Please return the whole listing. Keep each line exactly the same.
• • • • • • •
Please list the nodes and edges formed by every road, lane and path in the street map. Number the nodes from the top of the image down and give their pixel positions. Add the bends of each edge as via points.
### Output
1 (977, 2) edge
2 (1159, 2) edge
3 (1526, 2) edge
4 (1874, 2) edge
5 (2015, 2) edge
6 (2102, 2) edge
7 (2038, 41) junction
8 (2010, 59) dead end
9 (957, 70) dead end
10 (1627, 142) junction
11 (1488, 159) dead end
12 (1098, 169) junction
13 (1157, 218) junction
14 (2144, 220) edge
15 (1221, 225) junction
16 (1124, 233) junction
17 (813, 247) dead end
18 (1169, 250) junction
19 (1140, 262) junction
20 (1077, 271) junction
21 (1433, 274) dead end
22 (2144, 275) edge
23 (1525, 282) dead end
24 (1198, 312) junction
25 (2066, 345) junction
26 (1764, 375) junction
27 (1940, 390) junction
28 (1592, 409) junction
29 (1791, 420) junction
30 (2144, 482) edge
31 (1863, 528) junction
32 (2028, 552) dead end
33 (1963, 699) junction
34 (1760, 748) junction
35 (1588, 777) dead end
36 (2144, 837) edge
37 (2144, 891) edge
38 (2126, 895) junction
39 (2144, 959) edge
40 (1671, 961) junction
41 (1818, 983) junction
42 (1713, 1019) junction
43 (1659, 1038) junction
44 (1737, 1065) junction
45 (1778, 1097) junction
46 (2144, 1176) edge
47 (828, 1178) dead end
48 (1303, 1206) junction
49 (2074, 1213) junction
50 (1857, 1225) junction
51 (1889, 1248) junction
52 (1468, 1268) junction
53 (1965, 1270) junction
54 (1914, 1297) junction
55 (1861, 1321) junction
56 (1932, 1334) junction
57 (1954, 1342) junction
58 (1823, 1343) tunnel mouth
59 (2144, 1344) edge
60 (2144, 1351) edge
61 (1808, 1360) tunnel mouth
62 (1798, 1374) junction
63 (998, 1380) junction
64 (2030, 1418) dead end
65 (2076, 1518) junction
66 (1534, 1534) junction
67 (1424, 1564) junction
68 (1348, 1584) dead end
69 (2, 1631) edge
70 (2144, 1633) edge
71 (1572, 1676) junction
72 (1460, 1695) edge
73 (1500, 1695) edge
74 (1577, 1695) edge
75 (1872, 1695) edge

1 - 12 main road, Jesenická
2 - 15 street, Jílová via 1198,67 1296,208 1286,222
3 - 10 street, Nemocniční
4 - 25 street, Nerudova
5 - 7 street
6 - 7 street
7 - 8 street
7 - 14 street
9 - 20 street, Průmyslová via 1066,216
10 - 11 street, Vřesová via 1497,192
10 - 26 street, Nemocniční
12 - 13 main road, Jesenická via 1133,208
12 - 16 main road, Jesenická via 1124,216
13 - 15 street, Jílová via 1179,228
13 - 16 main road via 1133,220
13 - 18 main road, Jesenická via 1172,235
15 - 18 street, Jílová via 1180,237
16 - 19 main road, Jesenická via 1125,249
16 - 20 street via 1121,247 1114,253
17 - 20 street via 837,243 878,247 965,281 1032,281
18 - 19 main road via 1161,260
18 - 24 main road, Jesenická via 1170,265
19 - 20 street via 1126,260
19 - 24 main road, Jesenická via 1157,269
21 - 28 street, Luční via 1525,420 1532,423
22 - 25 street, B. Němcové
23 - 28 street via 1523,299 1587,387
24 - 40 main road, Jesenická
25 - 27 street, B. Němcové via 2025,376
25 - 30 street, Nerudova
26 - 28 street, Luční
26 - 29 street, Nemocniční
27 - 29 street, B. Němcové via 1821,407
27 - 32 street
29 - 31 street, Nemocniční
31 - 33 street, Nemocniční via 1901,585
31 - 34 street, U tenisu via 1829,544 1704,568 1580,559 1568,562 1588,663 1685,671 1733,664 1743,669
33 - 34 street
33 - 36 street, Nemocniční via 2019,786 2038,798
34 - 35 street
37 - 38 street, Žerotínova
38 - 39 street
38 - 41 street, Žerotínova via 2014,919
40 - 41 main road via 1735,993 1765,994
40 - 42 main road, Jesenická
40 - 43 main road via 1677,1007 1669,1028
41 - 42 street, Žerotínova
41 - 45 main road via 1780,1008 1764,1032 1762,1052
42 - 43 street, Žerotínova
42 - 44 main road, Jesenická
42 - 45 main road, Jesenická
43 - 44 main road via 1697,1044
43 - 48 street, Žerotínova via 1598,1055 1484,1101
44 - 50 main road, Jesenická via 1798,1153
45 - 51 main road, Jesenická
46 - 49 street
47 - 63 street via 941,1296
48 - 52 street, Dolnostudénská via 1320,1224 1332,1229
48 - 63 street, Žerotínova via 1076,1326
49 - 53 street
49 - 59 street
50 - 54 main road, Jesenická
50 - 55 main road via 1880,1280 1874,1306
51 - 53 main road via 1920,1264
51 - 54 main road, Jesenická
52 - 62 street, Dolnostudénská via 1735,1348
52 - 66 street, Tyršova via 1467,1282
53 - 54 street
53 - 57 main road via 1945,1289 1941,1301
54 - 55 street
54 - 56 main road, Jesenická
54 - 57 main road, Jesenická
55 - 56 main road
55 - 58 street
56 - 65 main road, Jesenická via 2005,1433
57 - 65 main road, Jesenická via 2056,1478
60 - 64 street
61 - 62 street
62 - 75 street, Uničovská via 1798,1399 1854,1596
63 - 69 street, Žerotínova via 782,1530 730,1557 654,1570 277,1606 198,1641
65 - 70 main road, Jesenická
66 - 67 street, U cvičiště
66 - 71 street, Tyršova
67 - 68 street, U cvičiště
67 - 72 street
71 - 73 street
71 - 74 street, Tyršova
• • • • • • •
OUTPUT BELOW:
Please list the nodes and edges formed by every road, lane and path in the street map. Number the nodes from the top of the image down and give their pixel positions. Add the bends of each edge as via points.
### Output
1 (977, 2) edge
2 (1159, 2) edge
3 (1526, 2) edge
4 (1874, 2) edge
5 (2015, 2) edge
6 (2102, 2) edge
7 (2038, 41) junction
8 (2010, 59) dead end
9 (957, 70) dead end
10 (1627, 142) junction
11 (1488, 159) dead end
12 (1098, 169) junction
13 (1157, 218) junction
14 (2144, 220) edge
15 (1221, 225) junction
16 (1124, 233) junction
17 (813, 247) dead end
18 (1169, 250) junction
19 (1140, 262) junction
20 (1077, 271) junction
21 (1433, 274) dead end
22 (2144, 275) edge
23 (1525, 282) dead end
24 (1198, 312) junction
25 (2066, 345) junction
26 (1764, 375) junction
27 (1940, 390) junction
28 (1592, 409) junction
29 (1791, 420) junction
30 (2144, 482) edge
31 (1863, 528) junction
32 (2028, 552) dead end
33 (1963, 699) junction
34 (1760, 748) junction
35 (1588, 777) dead end
36 (2144, 837) edge
37 (2144, 891) edge
38 (2126, 895) junction
39 (2144, 959) edge
40 (1671, 961) junction
41 (1818, 983) junction
42 (1713, 1019) junction
43 (1659, 1038) junction
44 (1737, 1065) junction
45 (1778, 1097) junction
46 (2144, 1176) edge
47 (828, 1178) dead end
48 (1303, 1206) junction
49 (2074, 1213) junction
50 (1857, 1225) junction
51 (1889, 1248) junction
52 (1468, 1268) junction
53 (1965, 1270) junction
54 (1914, 1297) junction
55 (1861, 1321) junction
56 (1932, 1334) junction
57 (1954, 1342) junction
58 (1823, 1343) tunnel mouth
59 (2144, 1344) edge
60 (2144, 1351) edge
61 (1808, 1360) tunnel mouth
62 (1798, 1374) junction
63 (998, 1380) junction
64 (2030, 1418) dead end
65 (2076, 1518) junction
66 (1534, 1534) junction
67 (1424, 1564) junction
68 (1348, 1584) dead end
69 (2, 1631) edge
70 (2144, 1633) edge
71 (1572, 1676) junction
72 (1460, 1695) edge
73 (1500, 1695) edge
74 (1577, 1695) edge
75 (1872, 1695) edge

1 - 12 main road, Jesenická
2 - 15 street, Jílová via 1198,67 1296,208 1286,222
3 - 10 street, Nemocniční
4 - 25 street, Nerudova
5 - 7 street
6 - 7 street
7 - 8 street
7 - 14 street
9 - 20 street, Průmyslová via 1066,216
10 - 11 street, Vřesová via 1497,192
10 - 26 street, Nemocniční
12 - 13 main road, Jesenická via 1133,208
12 - 16 main road, Jesenická via 1124,216
13 - 15 street, Jílová via 1179,228
13 - 16 main road via 1133,220
13 - 18 main road, Jesenická via 1172,235
15 - 18 street, Jílová via 1180,237
16 - 19 main road, Jesenická via 1125,249
16 - 20 street via 1121,247 1114,253
17 - 20 street via 837,243 878,247 965,281 1032,281
18 - 19 main road via 1161,260
18 - 24 main road, Jesenická via 1170,265
19 - 20 street via 1126,260
19 - 24 main road, Jesenická via 1157,269
21 - 28 street, Luční via 1525,420 1532,423
22 - 25 street, B. Němcové
23 - 28 street via 1523,299 1587,387
24 - 40 main road, Jesenická
25 - 27 street, B. Němcové via 2025,376
25 - 30 street, Nerudova
26 - 28 street, Luční
26 - 29 street, Nemocniční
27 - 29 street, B. Němcové via 1821,407
27 - 32 street
29 - 31 street, Nemocniční
31 - 33 street, Nemocniční via 1901,585
31 - 34 street, U tenisu via 1829,544 1704,568 1580,559 1568,562 1588,663 1685,671 1733,664 1743,669
33 - 34 street
33 - 36 street, Nemocniční via 2019,786 2038,798
34 - 35 street
37 - 38 street, Žerotínova
38 - 39 street
38 - 41 street, Žerotínova via 2014,919
40 - 41 main road via 1735,993 1765,994
40 - 42 main road, Jesenická
40 - 43 main road via 1677,1007 1669,1028
41 - 42 street, Žerotínova
41 - 45 main road via 1780,1008 1764,1032 1762,1052
42 - 43 street, Žerotínova
42 - 44 main road, Jesenická
42 - 45 main road, Jesenická
43 - 44 main road via 1697,1044
43 - 48 street, Žerotínova via 1598,1055 1484,1101
44 - 50 main road, Jesenická via 1798,1153
45 - 51 main road, Jesenická
46 - 49 street
47 - 63 street via 941,1296
48 - 52 street, Dolnostudénská via 1320,1224 1332,1229
48 - 63 street, Žerotínova via 1076,1326
49 - 53 street
49 - 59 street
50 - 54 main road, Jesenická
50 - 55 main road via 1880,1280 1874,1306
51 - 53 main road via 1920,1264
51 - 54 main road, Jesenická
52 - 62 street, Dolnostudénská via 1735,1348
52 - 66 street, Tyršova via 1467,1282
53 - 54 street
53 - 57 main road via 1945,1289 1941,1301
54 - 55 street
54 - 56 main road, Jesenická
54 - 57 main road, Jesenická
55 - 56 main road
55 - 58 street
56 - 65 main road, Jesenická via 2005,1433
57 - 65 main road, Jesenická via 2056,1478
60 - 64 street
61 - 62 street
62 - 75 street, Uničovská via 1798,1399 1854,1596
63 - 69 street, Žerotínova via 782,1530 730,1557 654,1570 277,1606 198,1641
65 - 70 main road, Jesenická
66 - 67 street, U cvičiště
66 - 71 street, Tyršova
67 - 68 street, U cvičiště
67 - 72 street
71 - 73 street
71 - 74 street, Tyršova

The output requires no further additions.